*What you are asked to do*
Write out each line from the data below that includes the word "nodes".

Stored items

========

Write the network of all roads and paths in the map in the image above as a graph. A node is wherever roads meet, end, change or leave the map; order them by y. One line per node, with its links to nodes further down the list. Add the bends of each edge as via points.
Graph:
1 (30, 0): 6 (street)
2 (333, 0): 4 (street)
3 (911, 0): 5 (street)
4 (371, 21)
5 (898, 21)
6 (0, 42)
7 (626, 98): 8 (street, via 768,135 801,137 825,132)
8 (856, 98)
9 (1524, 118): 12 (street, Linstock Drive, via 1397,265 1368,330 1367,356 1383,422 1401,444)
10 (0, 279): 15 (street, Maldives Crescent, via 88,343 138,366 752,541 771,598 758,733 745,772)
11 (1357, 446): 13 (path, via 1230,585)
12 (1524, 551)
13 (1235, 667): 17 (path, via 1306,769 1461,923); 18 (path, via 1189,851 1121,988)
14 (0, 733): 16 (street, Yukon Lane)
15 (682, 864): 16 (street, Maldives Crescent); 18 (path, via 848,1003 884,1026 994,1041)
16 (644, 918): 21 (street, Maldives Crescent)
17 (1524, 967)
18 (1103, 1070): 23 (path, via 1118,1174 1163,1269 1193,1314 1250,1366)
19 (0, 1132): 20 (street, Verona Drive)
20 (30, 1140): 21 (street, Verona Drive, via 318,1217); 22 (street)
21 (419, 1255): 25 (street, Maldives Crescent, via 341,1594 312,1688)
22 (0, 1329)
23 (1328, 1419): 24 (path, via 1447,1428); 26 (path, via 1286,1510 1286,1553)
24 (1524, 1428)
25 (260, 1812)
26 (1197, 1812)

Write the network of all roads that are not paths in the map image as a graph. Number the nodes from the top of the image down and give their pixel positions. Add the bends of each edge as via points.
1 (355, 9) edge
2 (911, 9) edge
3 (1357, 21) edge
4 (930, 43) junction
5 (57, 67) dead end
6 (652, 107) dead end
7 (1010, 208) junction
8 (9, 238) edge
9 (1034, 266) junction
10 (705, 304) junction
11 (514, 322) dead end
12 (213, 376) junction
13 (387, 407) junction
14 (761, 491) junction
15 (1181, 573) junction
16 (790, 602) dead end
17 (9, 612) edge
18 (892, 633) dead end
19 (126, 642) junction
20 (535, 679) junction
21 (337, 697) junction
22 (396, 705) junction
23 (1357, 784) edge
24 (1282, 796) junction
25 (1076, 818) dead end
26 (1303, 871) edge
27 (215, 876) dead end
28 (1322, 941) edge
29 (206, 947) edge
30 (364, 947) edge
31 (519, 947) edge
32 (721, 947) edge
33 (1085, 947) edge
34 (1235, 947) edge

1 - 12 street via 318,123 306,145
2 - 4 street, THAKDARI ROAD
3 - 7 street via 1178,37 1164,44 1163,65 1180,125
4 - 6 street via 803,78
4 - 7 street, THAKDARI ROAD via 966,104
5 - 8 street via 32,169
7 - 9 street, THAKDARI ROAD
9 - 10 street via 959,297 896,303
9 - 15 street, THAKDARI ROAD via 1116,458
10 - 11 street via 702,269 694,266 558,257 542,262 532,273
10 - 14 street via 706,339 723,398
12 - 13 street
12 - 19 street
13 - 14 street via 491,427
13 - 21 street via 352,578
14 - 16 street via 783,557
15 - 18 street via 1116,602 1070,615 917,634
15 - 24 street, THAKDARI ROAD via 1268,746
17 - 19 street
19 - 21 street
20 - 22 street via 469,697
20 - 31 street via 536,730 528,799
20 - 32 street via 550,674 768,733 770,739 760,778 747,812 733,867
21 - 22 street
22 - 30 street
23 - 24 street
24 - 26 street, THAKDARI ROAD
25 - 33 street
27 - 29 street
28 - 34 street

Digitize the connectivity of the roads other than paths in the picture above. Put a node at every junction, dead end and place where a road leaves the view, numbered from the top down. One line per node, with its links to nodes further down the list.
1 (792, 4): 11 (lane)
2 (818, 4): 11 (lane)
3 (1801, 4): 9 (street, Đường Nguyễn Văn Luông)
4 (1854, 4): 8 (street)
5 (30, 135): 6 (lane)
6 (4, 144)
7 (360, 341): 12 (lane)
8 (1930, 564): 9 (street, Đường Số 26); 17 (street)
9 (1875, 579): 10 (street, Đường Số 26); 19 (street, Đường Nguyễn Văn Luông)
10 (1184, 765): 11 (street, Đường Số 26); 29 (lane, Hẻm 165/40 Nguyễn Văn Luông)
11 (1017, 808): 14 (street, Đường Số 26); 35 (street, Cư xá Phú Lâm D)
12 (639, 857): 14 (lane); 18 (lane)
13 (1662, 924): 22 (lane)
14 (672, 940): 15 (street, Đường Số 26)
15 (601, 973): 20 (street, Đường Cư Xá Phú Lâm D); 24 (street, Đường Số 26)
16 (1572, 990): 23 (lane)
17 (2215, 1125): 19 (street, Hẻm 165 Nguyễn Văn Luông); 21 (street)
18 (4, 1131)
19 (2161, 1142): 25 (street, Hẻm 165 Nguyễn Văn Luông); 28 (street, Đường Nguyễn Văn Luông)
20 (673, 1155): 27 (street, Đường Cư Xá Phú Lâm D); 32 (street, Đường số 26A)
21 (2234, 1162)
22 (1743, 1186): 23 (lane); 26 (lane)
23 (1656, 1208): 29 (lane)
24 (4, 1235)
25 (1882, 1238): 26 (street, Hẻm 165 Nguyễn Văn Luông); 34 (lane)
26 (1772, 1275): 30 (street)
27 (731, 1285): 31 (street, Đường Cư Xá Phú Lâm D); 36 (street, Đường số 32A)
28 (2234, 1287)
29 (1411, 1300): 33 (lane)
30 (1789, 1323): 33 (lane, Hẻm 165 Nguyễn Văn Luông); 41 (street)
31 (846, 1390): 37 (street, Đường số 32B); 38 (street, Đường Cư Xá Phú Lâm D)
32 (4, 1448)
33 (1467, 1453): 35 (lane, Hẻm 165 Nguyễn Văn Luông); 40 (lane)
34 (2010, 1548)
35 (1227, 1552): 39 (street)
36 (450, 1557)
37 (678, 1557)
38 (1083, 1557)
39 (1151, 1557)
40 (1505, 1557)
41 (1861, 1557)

========

*Reply*
Write the network of all roads and paths in the map in the image above as a graph. A node is wherever roads meet, end, change or leave the map; order them by y. One line per node, with its links to nodes further down the list. Add the bends of each edge as via points.
Write the network of all roads that are not paths in the map image as a graph. Number the nodes from the top of the image down and give their pixel positions. Add the bends of each edge as via points.
Digitize the connectivity of the roads other than paths in the picture above. Put a node at every junction, dead end and place where a road leaves the view, numbered from the top down. One line per node, with its links to nodes further down the list.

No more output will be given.